- _Dataset records_:
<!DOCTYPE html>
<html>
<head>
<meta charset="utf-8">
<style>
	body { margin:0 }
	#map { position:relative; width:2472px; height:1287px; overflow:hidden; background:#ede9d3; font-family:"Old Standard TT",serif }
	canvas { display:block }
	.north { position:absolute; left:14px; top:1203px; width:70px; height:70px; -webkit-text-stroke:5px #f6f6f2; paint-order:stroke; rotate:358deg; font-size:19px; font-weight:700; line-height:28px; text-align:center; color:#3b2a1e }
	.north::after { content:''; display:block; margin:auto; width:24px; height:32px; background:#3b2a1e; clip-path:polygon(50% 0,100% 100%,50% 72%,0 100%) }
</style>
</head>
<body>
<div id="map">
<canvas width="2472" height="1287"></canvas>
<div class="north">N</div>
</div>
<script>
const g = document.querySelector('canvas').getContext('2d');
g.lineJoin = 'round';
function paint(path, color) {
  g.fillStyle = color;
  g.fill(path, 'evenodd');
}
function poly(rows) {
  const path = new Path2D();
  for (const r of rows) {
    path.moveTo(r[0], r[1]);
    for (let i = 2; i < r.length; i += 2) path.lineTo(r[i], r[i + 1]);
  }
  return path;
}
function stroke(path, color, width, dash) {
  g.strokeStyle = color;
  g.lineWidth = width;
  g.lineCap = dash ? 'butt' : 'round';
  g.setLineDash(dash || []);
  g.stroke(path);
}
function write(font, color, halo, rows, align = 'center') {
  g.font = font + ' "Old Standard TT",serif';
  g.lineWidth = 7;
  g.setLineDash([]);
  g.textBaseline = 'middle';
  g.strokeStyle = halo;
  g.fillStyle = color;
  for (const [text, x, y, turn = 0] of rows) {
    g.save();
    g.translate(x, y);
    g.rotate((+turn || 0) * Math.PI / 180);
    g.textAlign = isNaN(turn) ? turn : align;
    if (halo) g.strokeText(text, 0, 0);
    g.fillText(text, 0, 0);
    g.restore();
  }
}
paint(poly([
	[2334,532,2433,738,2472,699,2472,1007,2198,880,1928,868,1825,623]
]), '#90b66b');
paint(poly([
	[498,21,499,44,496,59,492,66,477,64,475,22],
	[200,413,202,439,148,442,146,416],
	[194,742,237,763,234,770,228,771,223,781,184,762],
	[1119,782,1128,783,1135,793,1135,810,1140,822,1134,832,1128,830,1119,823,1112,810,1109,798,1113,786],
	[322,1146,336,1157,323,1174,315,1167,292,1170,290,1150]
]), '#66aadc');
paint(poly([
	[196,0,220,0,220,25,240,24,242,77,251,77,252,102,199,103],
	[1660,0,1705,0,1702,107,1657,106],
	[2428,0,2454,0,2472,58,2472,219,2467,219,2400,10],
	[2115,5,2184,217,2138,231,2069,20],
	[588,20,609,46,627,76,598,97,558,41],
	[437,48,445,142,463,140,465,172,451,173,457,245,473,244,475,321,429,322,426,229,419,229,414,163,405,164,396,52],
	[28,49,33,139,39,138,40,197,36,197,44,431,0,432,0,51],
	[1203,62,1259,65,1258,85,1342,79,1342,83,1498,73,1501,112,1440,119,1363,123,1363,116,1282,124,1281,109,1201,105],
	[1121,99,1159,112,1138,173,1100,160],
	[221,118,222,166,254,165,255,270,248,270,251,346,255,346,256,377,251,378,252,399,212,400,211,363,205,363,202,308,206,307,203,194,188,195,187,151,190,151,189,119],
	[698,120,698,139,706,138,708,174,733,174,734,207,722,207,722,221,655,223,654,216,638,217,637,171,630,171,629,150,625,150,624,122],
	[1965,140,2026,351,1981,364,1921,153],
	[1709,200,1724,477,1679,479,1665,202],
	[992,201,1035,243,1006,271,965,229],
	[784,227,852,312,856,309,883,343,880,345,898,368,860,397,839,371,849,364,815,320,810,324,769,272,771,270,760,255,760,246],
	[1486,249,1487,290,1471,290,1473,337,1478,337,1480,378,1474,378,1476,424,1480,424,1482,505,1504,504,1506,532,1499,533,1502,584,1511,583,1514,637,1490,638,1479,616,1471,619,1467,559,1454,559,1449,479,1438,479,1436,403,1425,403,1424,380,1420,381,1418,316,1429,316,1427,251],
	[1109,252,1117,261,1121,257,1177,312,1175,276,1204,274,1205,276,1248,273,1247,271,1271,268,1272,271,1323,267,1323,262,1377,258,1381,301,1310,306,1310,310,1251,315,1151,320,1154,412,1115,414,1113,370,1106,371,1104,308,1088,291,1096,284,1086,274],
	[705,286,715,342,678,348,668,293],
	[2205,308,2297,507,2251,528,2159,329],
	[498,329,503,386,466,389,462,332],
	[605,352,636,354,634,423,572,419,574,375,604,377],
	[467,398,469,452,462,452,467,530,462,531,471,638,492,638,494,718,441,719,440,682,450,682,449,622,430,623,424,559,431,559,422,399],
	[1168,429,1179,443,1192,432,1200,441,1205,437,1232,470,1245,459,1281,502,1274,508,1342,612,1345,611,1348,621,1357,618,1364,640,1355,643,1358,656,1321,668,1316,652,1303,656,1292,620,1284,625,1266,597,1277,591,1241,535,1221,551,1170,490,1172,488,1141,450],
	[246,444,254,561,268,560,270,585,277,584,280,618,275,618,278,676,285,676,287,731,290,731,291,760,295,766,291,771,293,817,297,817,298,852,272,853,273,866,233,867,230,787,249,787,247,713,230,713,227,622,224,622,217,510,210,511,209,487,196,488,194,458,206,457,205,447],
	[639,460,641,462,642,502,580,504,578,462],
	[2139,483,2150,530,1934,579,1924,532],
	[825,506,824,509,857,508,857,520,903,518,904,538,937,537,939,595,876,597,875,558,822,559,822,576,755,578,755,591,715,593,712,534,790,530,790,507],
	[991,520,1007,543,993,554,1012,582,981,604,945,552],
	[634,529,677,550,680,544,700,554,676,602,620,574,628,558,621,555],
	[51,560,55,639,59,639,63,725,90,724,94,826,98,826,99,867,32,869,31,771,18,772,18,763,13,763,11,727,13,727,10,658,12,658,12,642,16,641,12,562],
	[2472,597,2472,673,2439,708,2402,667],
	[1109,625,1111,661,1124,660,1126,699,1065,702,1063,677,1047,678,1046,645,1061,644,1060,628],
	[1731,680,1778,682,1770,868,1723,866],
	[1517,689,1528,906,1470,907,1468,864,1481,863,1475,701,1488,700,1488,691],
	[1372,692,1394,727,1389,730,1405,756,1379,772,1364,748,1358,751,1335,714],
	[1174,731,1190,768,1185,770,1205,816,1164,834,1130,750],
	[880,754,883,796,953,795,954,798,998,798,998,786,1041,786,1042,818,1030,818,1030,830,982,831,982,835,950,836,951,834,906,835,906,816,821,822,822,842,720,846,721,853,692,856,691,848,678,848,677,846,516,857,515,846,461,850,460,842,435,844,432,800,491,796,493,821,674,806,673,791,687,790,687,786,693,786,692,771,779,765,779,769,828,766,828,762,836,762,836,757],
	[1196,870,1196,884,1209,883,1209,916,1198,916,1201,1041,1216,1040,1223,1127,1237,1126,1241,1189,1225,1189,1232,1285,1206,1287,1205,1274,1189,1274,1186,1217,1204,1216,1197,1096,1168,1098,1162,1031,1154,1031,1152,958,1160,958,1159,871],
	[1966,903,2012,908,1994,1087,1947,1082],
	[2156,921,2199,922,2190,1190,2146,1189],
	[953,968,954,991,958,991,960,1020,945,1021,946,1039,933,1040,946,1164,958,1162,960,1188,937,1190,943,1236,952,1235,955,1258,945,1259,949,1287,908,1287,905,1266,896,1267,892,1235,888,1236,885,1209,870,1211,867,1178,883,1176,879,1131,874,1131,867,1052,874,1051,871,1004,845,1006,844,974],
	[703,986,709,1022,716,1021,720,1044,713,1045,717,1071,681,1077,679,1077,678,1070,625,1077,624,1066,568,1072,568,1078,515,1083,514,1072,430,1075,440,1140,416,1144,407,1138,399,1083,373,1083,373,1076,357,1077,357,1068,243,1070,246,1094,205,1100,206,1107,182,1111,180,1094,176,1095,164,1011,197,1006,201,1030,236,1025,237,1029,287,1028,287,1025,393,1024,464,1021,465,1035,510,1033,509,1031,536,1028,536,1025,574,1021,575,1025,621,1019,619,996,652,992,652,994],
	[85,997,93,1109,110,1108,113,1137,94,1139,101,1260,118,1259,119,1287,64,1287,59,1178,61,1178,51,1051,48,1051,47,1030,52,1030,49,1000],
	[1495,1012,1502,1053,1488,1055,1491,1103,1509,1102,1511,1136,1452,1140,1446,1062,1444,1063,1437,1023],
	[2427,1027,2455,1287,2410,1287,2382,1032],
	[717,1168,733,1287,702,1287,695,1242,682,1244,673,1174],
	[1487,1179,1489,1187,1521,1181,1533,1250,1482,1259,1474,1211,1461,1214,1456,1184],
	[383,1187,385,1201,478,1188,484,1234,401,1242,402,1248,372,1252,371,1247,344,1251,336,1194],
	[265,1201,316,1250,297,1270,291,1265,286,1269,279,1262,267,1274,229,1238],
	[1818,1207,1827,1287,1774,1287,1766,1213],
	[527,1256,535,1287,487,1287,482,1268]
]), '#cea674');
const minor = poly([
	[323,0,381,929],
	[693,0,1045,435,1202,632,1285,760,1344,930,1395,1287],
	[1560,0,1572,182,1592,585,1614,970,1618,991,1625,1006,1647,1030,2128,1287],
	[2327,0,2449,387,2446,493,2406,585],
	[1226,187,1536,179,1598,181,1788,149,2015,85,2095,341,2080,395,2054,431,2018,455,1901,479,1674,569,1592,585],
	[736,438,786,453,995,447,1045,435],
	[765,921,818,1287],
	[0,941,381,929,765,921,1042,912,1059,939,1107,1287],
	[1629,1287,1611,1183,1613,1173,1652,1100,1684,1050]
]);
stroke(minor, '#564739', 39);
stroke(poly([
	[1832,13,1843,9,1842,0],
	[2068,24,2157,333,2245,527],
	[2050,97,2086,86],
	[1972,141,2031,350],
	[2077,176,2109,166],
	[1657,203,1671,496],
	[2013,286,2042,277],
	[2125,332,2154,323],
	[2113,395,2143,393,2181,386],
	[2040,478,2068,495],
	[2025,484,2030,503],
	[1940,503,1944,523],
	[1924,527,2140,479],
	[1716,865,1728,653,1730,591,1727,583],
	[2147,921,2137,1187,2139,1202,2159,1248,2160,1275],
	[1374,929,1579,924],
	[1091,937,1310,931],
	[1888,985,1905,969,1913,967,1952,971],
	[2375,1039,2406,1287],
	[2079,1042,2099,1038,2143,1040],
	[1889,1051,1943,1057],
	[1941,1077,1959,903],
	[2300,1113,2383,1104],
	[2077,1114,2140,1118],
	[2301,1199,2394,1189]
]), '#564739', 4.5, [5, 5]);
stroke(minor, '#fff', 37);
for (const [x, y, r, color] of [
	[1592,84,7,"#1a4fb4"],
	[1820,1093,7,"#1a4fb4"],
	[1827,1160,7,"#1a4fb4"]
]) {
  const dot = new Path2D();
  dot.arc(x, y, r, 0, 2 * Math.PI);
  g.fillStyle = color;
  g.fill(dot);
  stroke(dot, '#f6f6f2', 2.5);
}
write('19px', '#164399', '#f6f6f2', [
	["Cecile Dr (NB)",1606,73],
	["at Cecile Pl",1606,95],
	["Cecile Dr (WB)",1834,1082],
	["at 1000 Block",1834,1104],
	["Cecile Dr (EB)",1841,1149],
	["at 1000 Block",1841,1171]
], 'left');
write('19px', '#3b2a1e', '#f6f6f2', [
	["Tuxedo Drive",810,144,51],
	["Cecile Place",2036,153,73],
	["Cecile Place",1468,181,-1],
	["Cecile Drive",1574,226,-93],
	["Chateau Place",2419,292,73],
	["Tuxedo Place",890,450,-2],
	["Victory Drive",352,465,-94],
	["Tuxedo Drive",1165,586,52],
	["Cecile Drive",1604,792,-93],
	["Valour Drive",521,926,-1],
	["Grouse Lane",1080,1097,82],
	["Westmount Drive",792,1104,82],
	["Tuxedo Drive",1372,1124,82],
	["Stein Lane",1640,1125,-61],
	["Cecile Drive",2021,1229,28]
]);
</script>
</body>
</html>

- _Your assignment_:
In the entries above, find each line with "rotate" and copy it.

- _Written solution_:
	.north { position:absolute; left:14px; top:1203px; width:70px; height:70px; -webkit-text-stroke:5px #f6f6f2; paint-order:stroke; rotate:358deg; font-size:19px; font-weight:700; line-height:28px; text-align:center; color:#3b2a1e }
    g.rotate((+turn || 0) * Math.PI / 180);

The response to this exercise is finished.